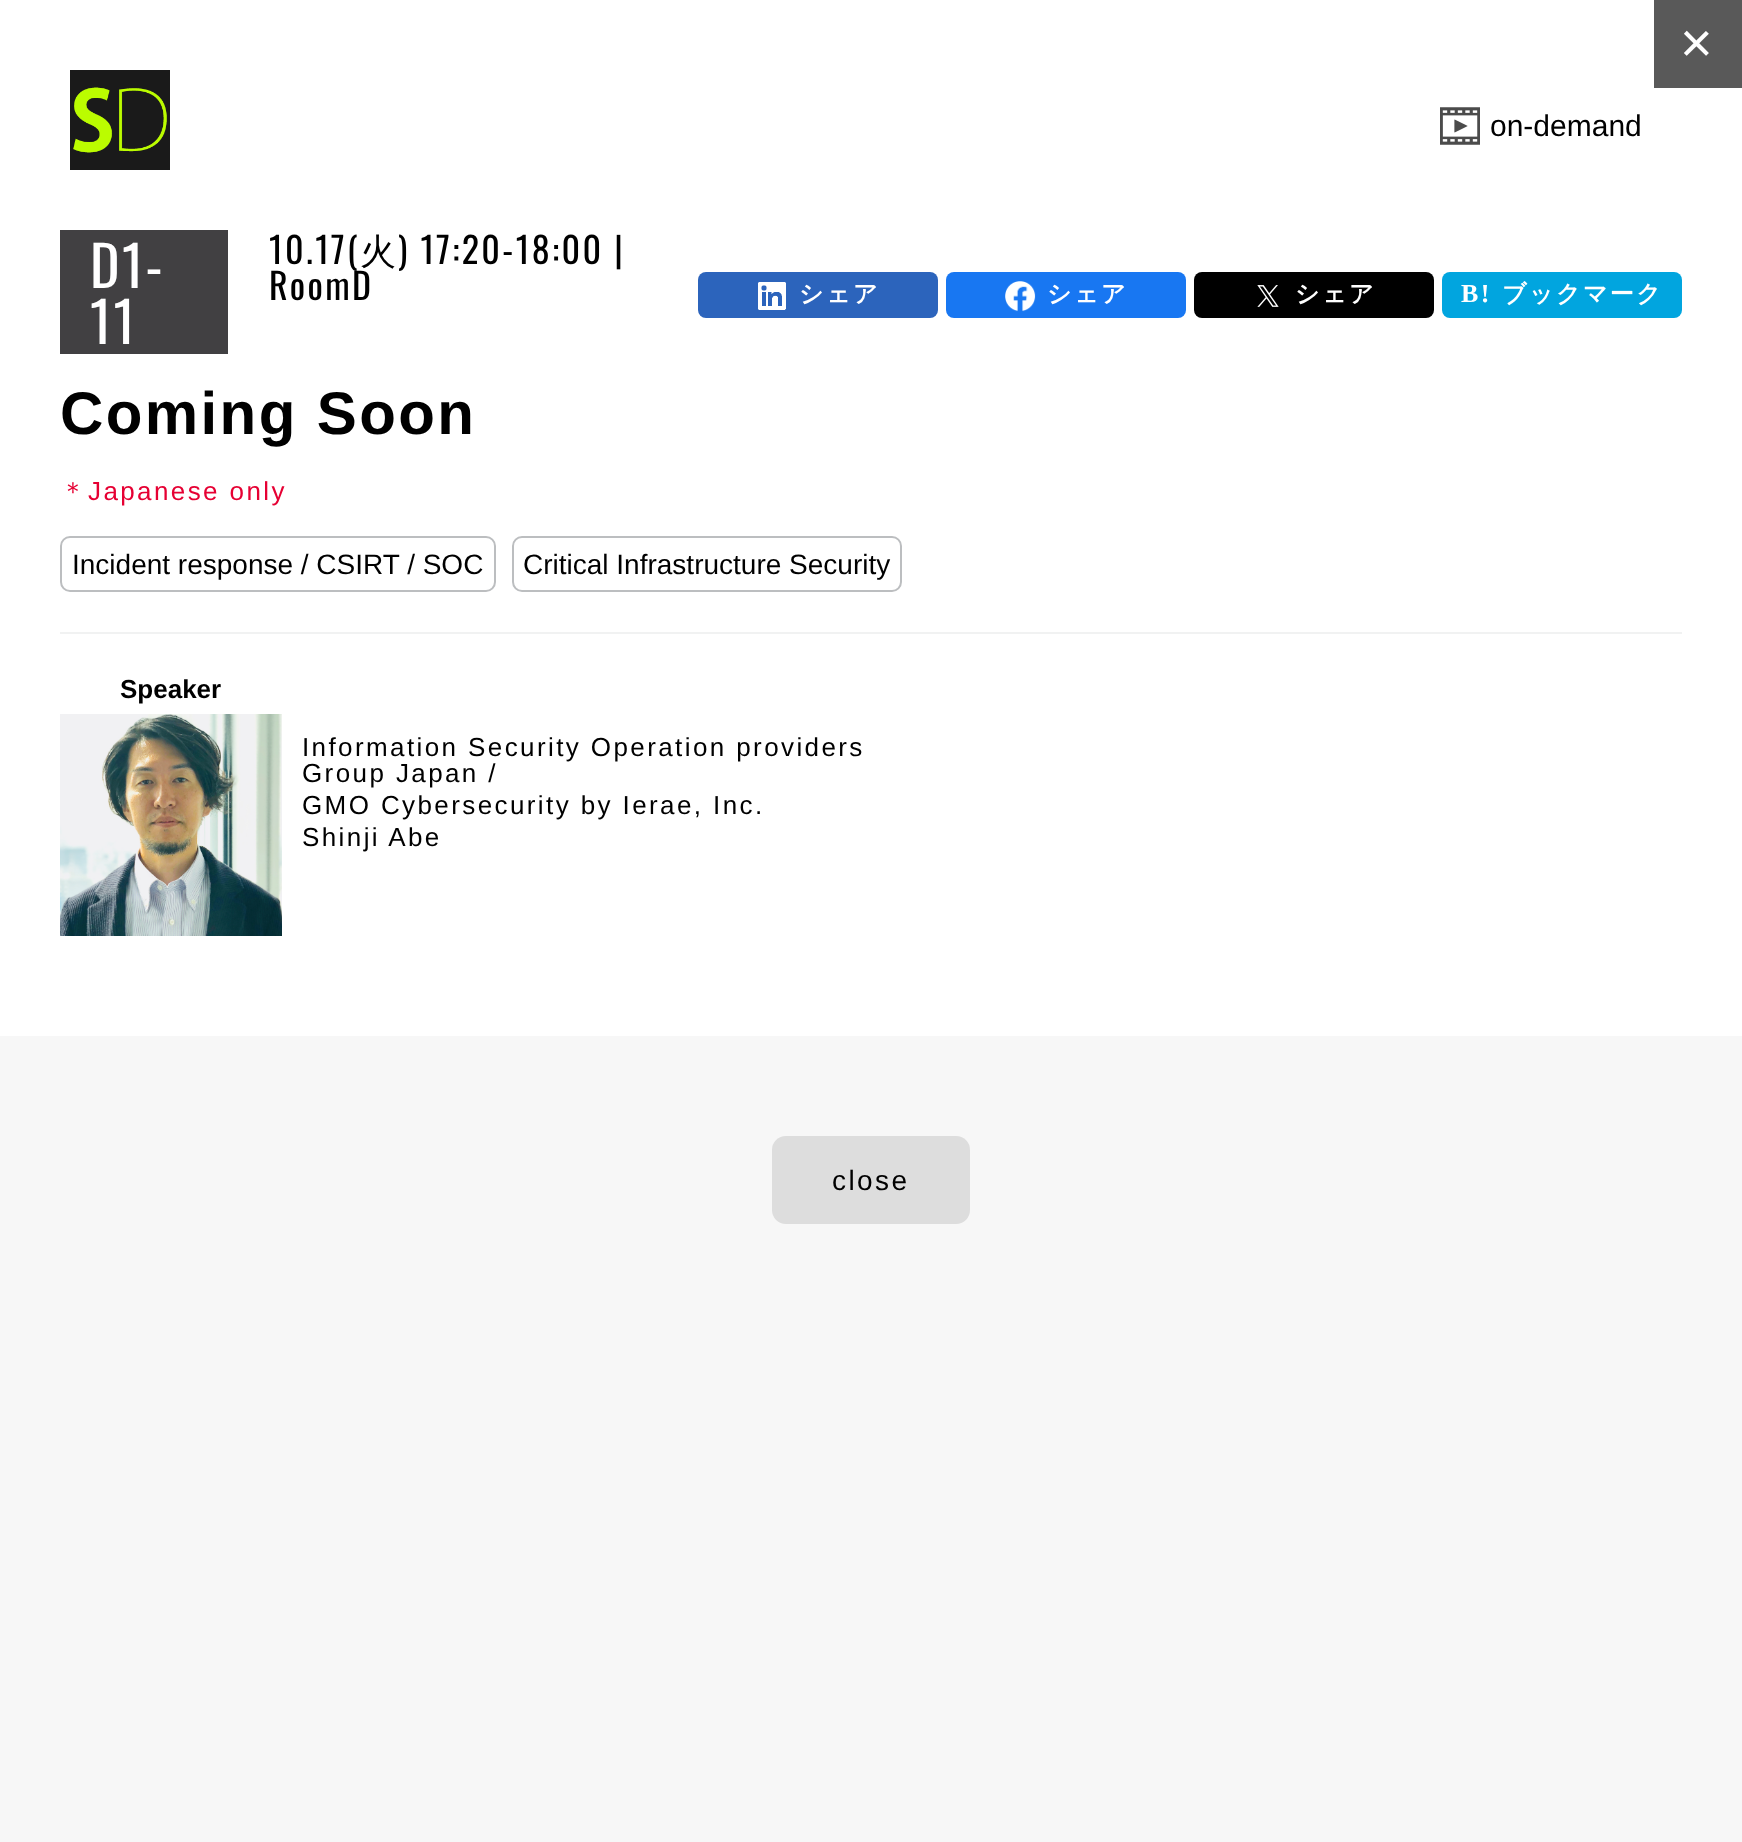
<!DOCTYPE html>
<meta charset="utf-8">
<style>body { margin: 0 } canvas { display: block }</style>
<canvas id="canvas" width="1742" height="1842"></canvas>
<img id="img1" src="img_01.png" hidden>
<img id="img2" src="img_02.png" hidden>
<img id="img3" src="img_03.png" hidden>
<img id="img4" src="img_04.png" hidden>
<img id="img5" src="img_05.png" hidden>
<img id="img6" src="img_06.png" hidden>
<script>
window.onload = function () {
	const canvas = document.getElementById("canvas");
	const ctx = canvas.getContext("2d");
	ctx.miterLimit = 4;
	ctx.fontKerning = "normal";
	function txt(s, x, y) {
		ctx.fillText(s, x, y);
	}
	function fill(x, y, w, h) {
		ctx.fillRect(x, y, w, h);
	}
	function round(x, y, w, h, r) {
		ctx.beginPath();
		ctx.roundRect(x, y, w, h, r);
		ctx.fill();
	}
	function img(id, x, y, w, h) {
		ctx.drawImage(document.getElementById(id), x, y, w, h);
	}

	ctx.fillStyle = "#F7F7F7";
	fill(0, 0, 1742, 1842);
	ctx.fillStyle = "#FFFFFF";
	fill(0, 0, 1742, 1036);
	ctx.fillStyle = "#595959";
	fill(1654, 0, 88, 88);
	ctx.fillStyle = "#414042";
	fill(60, 230, 168, 124);
	ctx.fillStyle = "#2C64BC";
	round(698, 272, 240, 46, 8);
	img("img1", 758, 282, 28, 28);
	ctx.fillStyle = "#1877F2";
	round(946, 272, 240, 46, 8);
	img("img2", 1005, 281, 31, 31);
	ctx.fillStyle = "#000000";
	round(1194, 272, 240, 46, 8);
	img("img3", 1257, 285, 22, 22);
	ctx.fillStyle = "#01A5DF";
	round(1442, 272, 240, 46, 8);
	img("img4", 70, 70, 100, 100);
	img("img5", 1440, 107, 40, 38);
	ctx.beginPath();
	ctx.roundRect(61, 537, 434, 54, 9);
	ctx.strokeStyle = "#BCBEC0";
	ctx.lineWidth = 2;
	ctx.stroke();
	ctx.beginPath();
	ctx.roundRect(513, 537, 388, 54, 9);
	ctx.stroke();
	ctx.fillStyle = "#F1F2F2";
	fill(60, 632, 1622, 2);
	img("img6", 60, 714, 222, 222);
	ctx.fillStyle = "#DDDDDD";
	round(772, 1136, 198, 88, 14);
	ctx.letterSpacing = "2.4px";
	ctx.font = "56px Liberation Sans";
	ctx.fillStyle = "#FFFFFF";
	txt("×", 1680, 62);
	ctx.font = "56px Oswald";
	txt("D1-", 90, 288);
	txt("11", 90, 344);
	ctx.font = "36px Oswald";
	ctx.fillStyle = "#000000";
	txt("10.17(", 269, 264);
	ctx.font = "500 36px WenQuanYi Zen Hei";
	txt("火", 360, 264);
	ctx.font = "36px Oswald";
	txt(") 17:20-18:00 |", 398, 264);
	txt("RoomD", 269, 300);
	ctx.font = "bold 24px WenQuanYi Zen Hei";
	ctx.fillStyle = "#FFFFFF";
	txt("シェア", 799, 302);
	txt("シェア", 1047, 302);
	txt("シェア", 1295, 302);
	ctx.font = "bold 26px Liberation Serif";
	txt("B!", 1461, 302);
	ctx.font = "bold 24px WenQuanYi Zen Hei";
	txt("ブックマーク", 1502, 302);
	ctx.letterSpacing = "0px";
	ctx.font = "30px Liberation Sans";
	ctx.fillStyle = "#000000";
	txt("on-demand", 1490, 136);
	ctx.letterSpacing = "2.4px";
	ctx.font = "bold 60px Liberation Sans";
	txt("Coming Soon", 60, 434);
	ctx.font = "500 26px WenQuanYi Zen Hei";
	ctx.fillStyle = "#E60033";
	txt("＊", 60, 500);
	ctx.font = "26px Liberation Sans";
	txt("Japanese only", 88, 500);
	ctx.letterSpacing = "0px";
	ctx.font = "28px Liberation Sans";
	ctx.fillStyle = "#000000";
	txt("Incident response / CSIRT / SOC", 72, 574);
	txt("Critical Infrastructure Security", 523, 574);
	ctx.font = "bold 26px Liberation Sans";
	txt("Speaker", 120, 698);
	ctx.letterSpacing = "2.4px";
	ctx.font = "26px Liberation Sans";
	txt("Information Security Operation providers", 302, 756);
	txt("Group Japan /", 302, 782);
	txt("GMO Cybersecurity by Ierae, Inc.", 302, 814);
	txt("Shinji Abe", 302, 846);
	ctx.font = "28px Liberation Sans";
	txt("close", 832, 1190);
};
</script>
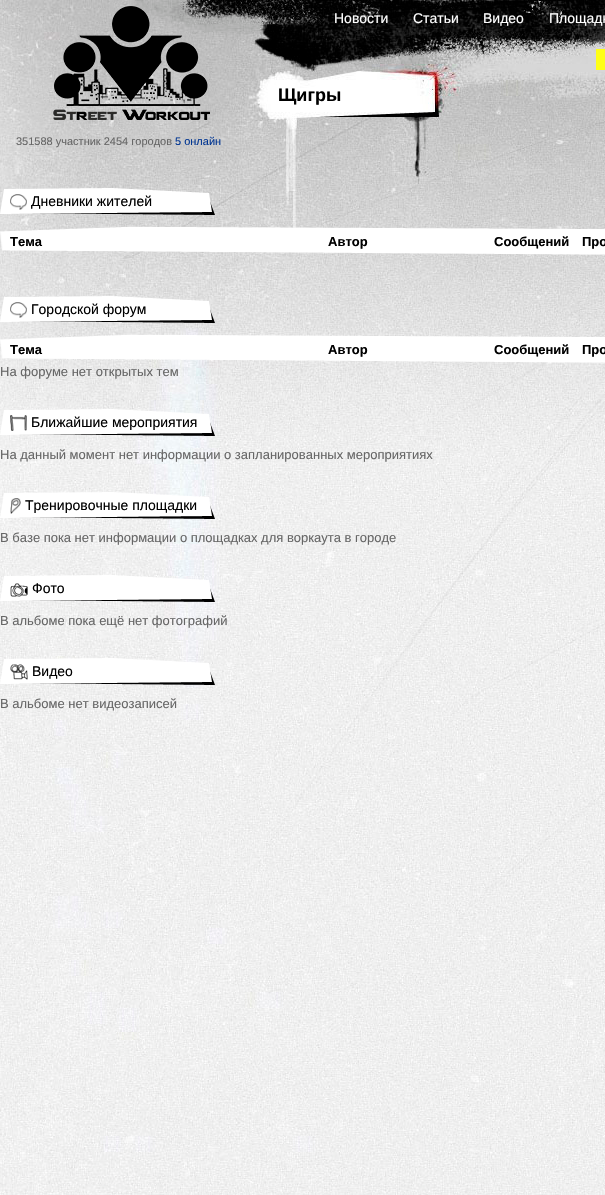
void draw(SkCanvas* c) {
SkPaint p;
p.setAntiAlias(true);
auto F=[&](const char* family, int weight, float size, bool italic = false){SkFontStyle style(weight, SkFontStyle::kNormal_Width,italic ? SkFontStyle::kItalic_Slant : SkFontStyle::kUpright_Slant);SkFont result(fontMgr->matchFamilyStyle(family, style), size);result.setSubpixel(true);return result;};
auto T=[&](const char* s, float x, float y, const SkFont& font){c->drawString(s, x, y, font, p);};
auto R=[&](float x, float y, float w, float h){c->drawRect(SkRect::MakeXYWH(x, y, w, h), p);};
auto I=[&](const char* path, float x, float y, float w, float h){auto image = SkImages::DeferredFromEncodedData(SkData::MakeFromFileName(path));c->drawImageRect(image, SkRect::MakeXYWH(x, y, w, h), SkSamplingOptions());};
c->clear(0xffffffff);
I("1.png",0,0,605,1195);
auto f1 = F("Liberation Sans",400,14);
p.setColor(0xffffffff);
T("Новости",334,23,f1);
T("Статьи",413,23,f1);
T("Видео",483,23,f1);
T("Площадк",549,23,f1);
p.setColor(0xffffff16);
R(596,49,9,21);
auto f2 = F("Liberation Sans",700,18);
p.setColor(0xff000000);
T("Щигры",278,101,f2);
auto f3 = F("Liberation Sans",400,11);
p.setColor(0xff666666);
T("351588 участник 2454 городов",16,145,f3);
p.setColor(0xff003592);
T("5 онлайн",175,145,f3);
I("2.png",0,188,215,27);
I("3.png",10,194,17,16);
p.setColor(0xff000000);
T("Дневники жителей",31,206,f1);
I("4.png",0,226,605,29);
auto f4 = F("Liberation Sans",700,13);
T("Тема",10,246,f4);
T("Автор",328,246,f4);
T("Сообщений",494,246,f4);
T("Про",582,246,f4);
I("5.png",0,296,215,27);
I("3.png",10,302,17,16);
T("Городской форум",31,314,f1);
I("6.png",0,334,605,29);
T("Тема",10,354,f4);
T("Автор",328,354,f4);
T("Сообщений",494,354,f4);
T("Про",582,354,f4);
auto f5 = F("Liberation Sans",400,13);
p.setColor(0xff666666);
T("На форуме нет открытых тем",0,376,f5);
I("7.png",0,409,215,27);
I("8.png",10,415,17,16);
p.setColor(0xff000000);
T("Ближайшие мероприятия",31,427,f1);
p.setColor(0xff666666);
T("На данный момент нет информации о запланированных мероприятиях",0,459,f5);
I("9.png",0,492,215,27);
I("10.png",10,498,11,16);
p.setColor(0xff000000);
T("Тренировочные площадки",25,510,f1);
p.setColor(0xff666666);
T("В базе пока нет информации о площадках для воркаута в городе",0,542,f5);
I("11.png",0,575,215,27);
I("12.png",10,583,18,14);
p.setColor(0xff000000);
T("Фото",32,593,f1);
p.setColor(0xff666666);
T("В альбоме пока ещё нет фотографий",0,625,f5);
I("13.png",0,658,215,27);
I("14.png",10,664,18,16);
p.setColor(0xff000000);
T("Видео",32,676,f1);
p.setColor(0xff666666);
T("В альбоме нет видеозаписей",0,708,f5);
}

------------------------------------------------

Your task is to return each line of the data above that contains the string "const".

Answer space >>
	const canvas = document.getElementById("canvas");
	const ctx = canvas.getContext("2d");
auto F=[&](const char* family, int weight, float size, bool italic = false){SkFontStyle style(weight, SkFontStyle::kNormal_Width,italic ? SkFontStyle::kItalic_Slant : SkFontStyle::kUpright_Slant);SkFont result(fontMgr->matchFamilyStyle(family, style), size);result.setSubpixel(true);return result;};
auto T=[&](const char* s, float x, float y, const SkFont& font){c->drawString(s, x, y, font, p);};
auto I=[&](const char* path, float x, float y, float w, float h){auto image = SkImages::DeferredFromEncodedData(SkData::MakeFromFileName(path));c->drawImageRect(image, SkRect::MakeXYWH(x, y, w, h), SkSamplingOptions());};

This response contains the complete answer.